++++ SUPPLIED MATERIAL ++++

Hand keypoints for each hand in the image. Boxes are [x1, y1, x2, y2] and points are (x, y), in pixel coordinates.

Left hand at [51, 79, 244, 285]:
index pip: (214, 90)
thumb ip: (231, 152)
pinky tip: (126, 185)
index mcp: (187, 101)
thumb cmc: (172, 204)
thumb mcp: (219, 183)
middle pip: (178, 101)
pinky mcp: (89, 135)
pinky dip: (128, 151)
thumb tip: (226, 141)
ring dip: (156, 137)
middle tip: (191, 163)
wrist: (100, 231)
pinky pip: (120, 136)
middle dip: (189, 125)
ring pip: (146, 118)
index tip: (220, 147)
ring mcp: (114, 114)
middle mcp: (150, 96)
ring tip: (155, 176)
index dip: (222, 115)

++++
++++ SUPPLIED MATERIAL ++++

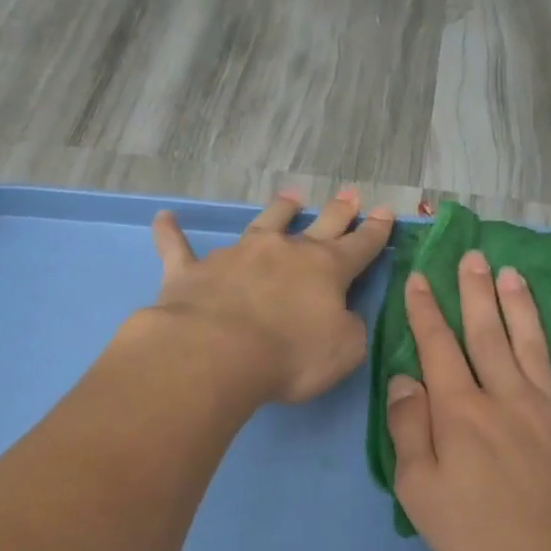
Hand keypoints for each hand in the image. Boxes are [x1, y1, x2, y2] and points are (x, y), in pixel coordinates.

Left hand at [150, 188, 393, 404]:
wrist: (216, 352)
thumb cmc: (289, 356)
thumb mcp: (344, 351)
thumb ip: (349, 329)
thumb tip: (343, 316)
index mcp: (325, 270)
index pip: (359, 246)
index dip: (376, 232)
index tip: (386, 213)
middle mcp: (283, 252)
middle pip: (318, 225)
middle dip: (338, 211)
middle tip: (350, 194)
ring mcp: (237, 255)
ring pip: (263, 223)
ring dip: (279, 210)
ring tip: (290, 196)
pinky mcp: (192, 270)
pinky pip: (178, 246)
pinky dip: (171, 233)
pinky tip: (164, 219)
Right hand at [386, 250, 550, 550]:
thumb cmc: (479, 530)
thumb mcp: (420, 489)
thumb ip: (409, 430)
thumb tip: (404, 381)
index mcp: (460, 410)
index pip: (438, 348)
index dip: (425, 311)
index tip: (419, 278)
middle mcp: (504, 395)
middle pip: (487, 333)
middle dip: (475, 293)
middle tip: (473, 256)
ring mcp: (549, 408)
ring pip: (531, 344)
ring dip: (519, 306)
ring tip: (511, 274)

++++
++++ SUPPLIED MATERIAL ++++

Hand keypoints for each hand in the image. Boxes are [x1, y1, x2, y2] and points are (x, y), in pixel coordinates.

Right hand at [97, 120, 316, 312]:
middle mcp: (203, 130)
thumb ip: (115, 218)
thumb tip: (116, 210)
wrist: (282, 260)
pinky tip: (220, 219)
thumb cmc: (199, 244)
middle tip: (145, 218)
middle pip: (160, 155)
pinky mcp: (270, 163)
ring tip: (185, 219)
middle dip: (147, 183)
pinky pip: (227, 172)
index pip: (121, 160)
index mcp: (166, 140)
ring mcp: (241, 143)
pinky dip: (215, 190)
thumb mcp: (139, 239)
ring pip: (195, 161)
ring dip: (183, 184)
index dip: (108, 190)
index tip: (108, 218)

++++

#### WHAT YOU SHOULD DO
Where a line of the records has the string "pinky", copy that line.

#### EXPECTED ANSWER
pinky tip: (126, 185)
pinky mcp: (89, 135)
pinky dip: (128, 151)
pinky pip: (120, 136)
pinky mcp: (192, 270)
pinky pip: (178, 246)
pinky dip: (171, 233)
pinky tip: (164, 219)
pinky tip: (220, 219)
pinky mcp: (270, 163)
pinky pip: (227, 172)
pinky dip: (215, 190)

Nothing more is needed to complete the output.